Chłopczyku mój malutki,
w lodówce pachnie tartą z białą czekoladą i adwokatem (tak, to moja jedna z nielicznych zachcianek ciążowych), obok na stole herbata zielona z kwiatem wiśni i radość, że mam swój ciepły kąt - tu na czwartym piętrze, bo na dworze kilkunastostopniowe przymrozki. Twoja Siostra po kilkudniowych chorobowych przebojach śpi spokojnie, Tata podjada daktyle, a Ty masz fazę czuwania i masujesz od wewnątrz mój brzuch. Kop co sił w nogach, wtedy kiedy tylko tego zapragniesz. Niesamowite uczucie, którego wiem, że po tegorocznym czerwcu znów mi będzie bardzo brakować.
Kolejna comiesięczna wizyta u naszej pani ginekolog za nami. Co u Ciebie Judyta? A u Ciebie zawsze wszystko dobrze. Morfologia idealna. I jakie Ty masz spalanie! Tylko może już tego Dziecka tak nie utucz, bo z reguły drugie rodzi się jeszcze większe! Gotujesz obiady? Sama też zjadasz? Następnym razem podkoszulka i rajstopy!

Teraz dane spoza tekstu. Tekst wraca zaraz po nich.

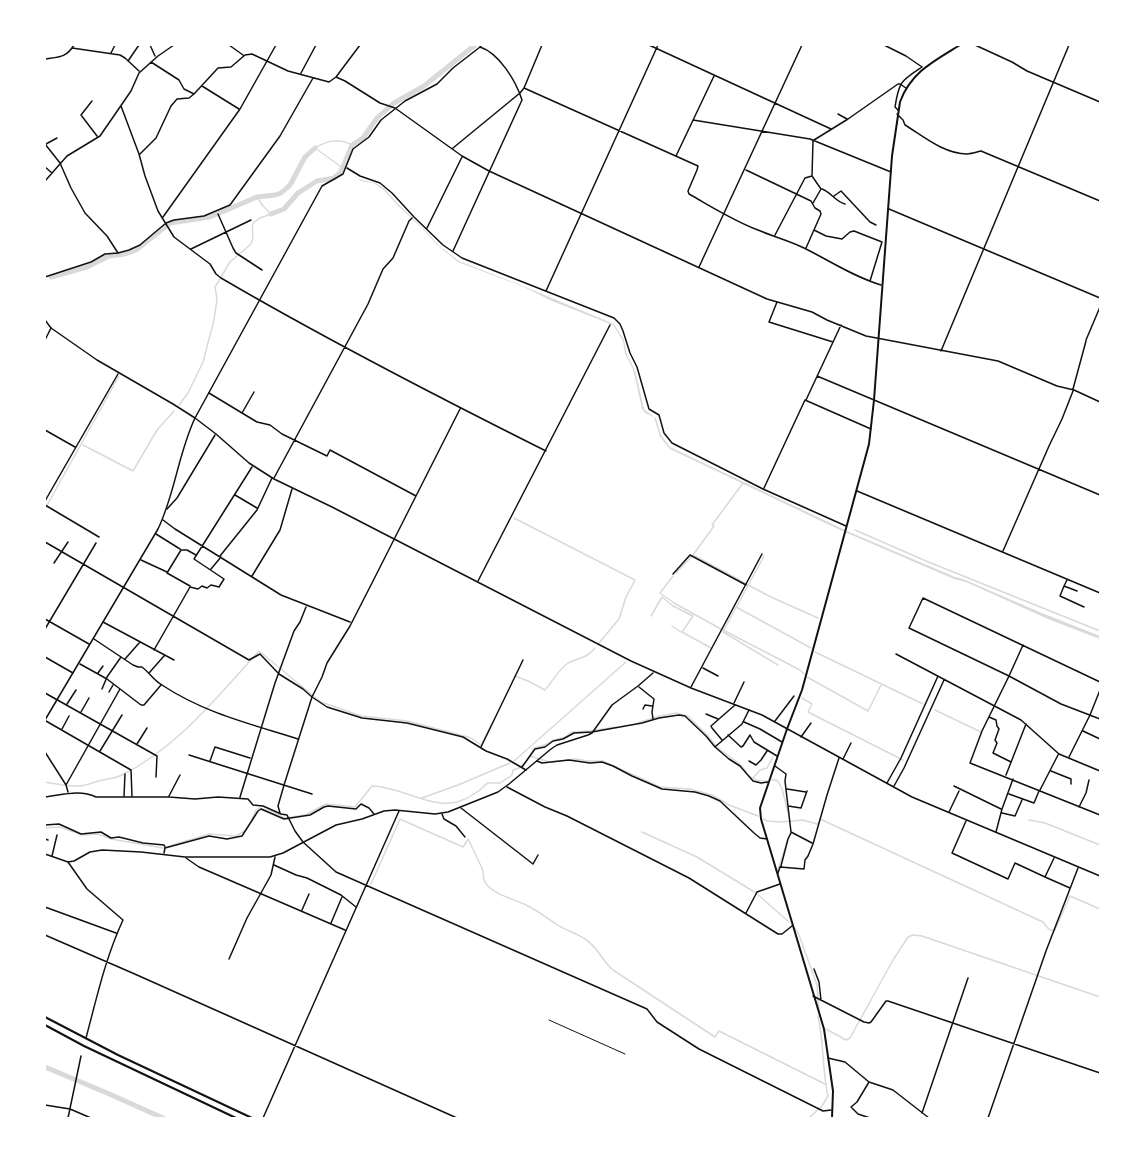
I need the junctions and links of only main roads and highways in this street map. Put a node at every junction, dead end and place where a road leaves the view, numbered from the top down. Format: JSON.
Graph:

Pani Doktor jak zawsze nie zauważa dodatkowych kilogramów (choć zarówno ja, jak i waga widzimy coraz to większą liczbę na cyferblacie) i wbrew jej spekulacjom, tak - gotuję obiady, tak - sama też je zjadam. Nie jestem niedożywiona. Ale cieszę się, że nieustanne myślenie o jedzeniu, przeglądanie przepisów w internecie i książek kucharskich już mi przeszło. I błogosławię ciążę za to, że składa się z trzech trymestrów, a pierwszy po raz drugi przeszedł już do historii. Tak, u mnie rzeczywiście jest wszystko dobrze. Wróciła energia, siły i chęci. Już nie chodzę spać zaraz po tym, jak uśnie Marcelka, nie kładę się podczas codziennej Jej drzemki, nie pokładam, kiedy tylko mogę w ciągu dnia. I nie mówię już, że kolejnego pierwszego trymestru nie byłabym w stanie znieść, bo przecież trójka jest naszą wyczekiwaną liczbą.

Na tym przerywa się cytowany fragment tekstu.